:: Input records ::

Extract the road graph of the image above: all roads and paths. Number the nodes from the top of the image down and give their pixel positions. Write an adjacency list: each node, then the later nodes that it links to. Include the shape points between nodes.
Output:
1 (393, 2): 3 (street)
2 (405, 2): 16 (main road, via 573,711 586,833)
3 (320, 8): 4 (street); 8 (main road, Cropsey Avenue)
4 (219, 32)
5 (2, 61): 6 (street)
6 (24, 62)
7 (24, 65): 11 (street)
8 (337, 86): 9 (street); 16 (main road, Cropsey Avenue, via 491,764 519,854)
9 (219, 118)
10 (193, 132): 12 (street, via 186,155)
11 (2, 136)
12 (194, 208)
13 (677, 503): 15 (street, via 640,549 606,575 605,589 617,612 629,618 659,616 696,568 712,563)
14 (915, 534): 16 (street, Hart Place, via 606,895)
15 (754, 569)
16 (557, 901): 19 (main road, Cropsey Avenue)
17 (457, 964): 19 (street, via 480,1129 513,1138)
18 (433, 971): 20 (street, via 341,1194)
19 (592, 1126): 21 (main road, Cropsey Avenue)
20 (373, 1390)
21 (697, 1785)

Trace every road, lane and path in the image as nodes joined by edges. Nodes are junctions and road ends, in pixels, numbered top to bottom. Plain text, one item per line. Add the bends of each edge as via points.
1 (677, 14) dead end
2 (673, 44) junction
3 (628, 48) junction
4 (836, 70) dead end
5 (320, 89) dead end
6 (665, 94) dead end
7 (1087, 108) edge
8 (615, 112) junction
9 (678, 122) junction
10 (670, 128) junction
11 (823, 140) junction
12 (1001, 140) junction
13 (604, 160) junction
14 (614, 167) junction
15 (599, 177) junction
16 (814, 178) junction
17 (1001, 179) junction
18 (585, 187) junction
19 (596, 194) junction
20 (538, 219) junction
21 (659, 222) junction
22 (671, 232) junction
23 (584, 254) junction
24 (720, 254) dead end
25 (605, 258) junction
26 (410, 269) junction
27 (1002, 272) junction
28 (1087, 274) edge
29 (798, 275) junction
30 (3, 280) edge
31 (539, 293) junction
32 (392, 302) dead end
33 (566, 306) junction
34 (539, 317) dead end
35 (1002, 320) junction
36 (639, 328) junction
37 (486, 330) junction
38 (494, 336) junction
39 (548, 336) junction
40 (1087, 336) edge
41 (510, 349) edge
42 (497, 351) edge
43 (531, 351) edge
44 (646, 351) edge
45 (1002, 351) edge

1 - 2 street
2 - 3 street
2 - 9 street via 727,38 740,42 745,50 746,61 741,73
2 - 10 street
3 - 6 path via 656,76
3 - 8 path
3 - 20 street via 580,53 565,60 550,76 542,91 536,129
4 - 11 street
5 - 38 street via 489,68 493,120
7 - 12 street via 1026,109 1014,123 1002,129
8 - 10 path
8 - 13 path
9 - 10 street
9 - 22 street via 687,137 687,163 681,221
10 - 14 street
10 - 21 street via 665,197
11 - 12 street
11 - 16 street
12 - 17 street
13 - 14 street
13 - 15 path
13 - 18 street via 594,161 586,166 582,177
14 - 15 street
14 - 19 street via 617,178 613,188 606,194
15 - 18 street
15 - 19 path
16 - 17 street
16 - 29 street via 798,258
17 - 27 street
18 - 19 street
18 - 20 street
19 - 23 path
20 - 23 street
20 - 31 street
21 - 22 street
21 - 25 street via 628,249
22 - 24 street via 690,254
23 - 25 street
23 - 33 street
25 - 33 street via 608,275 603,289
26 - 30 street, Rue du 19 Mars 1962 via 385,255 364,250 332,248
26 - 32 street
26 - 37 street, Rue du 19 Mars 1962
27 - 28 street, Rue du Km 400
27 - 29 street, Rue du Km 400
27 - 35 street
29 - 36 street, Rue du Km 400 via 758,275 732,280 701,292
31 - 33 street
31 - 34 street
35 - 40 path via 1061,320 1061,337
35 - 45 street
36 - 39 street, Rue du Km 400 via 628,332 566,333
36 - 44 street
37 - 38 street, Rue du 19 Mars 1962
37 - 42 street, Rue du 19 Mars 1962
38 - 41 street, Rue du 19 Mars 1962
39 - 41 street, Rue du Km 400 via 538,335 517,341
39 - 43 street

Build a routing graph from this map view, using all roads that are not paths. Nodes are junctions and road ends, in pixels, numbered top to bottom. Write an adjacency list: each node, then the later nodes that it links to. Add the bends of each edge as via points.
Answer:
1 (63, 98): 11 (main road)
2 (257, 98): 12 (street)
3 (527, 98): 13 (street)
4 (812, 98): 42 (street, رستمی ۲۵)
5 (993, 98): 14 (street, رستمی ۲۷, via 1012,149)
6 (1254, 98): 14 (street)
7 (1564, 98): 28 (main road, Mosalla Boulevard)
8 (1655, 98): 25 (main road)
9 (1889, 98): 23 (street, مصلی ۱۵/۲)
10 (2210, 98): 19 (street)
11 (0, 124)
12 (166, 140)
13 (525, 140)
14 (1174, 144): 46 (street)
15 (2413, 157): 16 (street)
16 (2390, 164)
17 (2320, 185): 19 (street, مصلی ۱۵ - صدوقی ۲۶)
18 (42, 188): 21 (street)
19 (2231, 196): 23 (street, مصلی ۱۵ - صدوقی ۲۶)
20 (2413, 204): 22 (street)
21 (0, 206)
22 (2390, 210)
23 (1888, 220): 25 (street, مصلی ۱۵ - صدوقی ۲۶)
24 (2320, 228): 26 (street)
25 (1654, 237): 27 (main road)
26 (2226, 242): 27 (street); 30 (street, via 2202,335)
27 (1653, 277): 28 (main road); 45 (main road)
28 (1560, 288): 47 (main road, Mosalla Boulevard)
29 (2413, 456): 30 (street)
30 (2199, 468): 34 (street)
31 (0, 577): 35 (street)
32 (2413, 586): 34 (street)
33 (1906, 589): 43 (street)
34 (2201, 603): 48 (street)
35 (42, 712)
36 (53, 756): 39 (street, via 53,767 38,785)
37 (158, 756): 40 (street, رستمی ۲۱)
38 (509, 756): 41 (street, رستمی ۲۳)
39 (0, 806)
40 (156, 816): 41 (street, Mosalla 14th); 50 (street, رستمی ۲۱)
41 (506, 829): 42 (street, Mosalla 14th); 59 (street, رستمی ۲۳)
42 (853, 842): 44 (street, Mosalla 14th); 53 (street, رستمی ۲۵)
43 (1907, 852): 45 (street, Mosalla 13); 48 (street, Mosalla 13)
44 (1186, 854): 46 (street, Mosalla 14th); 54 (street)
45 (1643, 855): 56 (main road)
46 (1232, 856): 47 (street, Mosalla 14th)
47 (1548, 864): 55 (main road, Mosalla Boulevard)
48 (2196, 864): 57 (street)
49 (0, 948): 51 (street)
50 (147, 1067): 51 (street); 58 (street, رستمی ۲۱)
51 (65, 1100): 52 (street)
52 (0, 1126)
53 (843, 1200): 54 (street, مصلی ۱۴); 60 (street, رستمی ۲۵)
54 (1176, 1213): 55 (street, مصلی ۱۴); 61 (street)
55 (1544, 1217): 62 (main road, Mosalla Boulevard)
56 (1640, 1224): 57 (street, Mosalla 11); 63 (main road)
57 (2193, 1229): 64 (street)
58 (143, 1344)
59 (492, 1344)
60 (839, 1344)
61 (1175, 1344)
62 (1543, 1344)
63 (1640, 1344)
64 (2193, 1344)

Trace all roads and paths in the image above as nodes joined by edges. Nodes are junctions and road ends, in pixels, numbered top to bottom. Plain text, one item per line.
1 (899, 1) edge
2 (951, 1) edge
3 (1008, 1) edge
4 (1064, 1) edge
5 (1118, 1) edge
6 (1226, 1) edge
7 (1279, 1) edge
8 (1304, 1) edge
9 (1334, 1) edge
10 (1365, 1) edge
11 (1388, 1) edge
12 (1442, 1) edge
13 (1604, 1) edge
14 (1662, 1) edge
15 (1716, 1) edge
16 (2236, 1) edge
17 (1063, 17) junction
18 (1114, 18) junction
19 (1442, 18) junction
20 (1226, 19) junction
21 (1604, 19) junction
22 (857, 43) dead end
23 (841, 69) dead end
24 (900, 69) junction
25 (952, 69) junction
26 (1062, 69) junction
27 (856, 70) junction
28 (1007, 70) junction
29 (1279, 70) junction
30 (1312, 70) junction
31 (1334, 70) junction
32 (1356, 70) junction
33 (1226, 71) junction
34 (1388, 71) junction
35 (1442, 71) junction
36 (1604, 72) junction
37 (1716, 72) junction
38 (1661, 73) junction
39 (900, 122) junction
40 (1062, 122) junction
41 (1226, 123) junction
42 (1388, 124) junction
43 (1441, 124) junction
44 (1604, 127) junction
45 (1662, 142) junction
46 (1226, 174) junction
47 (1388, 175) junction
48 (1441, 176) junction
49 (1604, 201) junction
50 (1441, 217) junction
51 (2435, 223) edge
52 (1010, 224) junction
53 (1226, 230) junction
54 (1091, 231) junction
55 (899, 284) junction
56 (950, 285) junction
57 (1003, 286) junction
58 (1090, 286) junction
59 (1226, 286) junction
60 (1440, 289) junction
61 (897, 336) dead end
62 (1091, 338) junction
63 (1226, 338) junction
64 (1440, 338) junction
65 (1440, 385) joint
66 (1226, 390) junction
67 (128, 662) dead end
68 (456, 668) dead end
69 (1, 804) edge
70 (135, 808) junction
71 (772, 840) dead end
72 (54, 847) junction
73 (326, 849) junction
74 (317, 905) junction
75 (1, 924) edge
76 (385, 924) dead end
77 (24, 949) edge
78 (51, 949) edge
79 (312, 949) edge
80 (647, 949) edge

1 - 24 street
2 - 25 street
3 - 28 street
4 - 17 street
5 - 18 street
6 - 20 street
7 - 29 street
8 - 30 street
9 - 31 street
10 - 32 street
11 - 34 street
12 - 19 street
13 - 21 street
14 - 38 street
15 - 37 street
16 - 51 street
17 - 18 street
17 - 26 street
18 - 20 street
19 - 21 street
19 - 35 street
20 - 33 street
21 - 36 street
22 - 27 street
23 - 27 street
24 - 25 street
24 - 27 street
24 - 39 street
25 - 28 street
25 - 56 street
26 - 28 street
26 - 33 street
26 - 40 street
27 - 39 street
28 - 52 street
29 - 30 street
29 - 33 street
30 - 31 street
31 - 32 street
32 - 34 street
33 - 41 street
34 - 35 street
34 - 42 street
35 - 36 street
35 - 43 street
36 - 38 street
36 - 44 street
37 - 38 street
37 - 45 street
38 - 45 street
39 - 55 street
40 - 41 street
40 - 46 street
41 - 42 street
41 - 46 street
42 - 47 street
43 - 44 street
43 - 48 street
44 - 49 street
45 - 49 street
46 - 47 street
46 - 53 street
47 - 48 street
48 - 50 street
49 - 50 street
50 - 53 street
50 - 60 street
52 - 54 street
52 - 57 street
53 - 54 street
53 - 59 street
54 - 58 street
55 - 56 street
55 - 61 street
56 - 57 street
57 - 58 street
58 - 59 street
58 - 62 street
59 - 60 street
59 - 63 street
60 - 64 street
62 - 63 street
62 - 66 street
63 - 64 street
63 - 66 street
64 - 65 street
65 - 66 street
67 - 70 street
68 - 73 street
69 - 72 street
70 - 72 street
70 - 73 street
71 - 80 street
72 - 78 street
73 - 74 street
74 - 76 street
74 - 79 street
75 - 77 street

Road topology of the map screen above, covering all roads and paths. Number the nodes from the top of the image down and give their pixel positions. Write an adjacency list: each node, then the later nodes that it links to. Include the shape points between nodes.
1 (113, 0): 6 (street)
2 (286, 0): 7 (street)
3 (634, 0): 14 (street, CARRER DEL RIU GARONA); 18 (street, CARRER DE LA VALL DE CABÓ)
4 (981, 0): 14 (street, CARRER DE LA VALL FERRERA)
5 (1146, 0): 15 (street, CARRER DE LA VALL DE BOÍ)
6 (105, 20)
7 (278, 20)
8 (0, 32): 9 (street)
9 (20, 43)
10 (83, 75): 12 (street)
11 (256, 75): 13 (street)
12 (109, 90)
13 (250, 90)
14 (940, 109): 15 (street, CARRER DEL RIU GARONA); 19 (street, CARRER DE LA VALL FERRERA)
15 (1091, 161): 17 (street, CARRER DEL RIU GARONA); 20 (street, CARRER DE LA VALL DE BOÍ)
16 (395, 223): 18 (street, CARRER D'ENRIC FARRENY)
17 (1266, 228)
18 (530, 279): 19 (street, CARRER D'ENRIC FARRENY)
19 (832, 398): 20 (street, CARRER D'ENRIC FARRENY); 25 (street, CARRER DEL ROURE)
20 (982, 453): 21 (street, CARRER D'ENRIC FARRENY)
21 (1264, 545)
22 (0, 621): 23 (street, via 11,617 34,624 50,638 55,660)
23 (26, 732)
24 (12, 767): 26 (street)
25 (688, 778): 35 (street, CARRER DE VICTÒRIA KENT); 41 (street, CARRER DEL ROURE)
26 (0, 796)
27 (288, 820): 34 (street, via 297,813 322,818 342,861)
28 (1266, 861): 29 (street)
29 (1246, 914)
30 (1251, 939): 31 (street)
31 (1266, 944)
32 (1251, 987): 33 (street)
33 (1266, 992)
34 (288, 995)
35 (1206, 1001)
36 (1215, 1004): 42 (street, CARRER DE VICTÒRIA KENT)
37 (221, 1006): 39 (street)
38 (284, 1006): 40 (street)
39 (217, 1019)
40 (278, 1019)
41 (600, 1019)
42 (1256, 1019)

:::

§ Problem
Only the lines that contain the string "graph" should be copied from the entries above.

§ Expected output
Extract the road graph of the image above: all roads and paths. Number the nodes from the top of the image down and give their pixel positions. Write an adjacency list: each node, then the later nodes that it links to. Include the shape points between nodes.
Build a routing graph from this map view, using all roads that are not paths. Nodes are junctions and road ends, in pixels, numbered top to bottom. Write an adjacency list: each node, then the later nodes that it links to. Add the bends of each edge as via points.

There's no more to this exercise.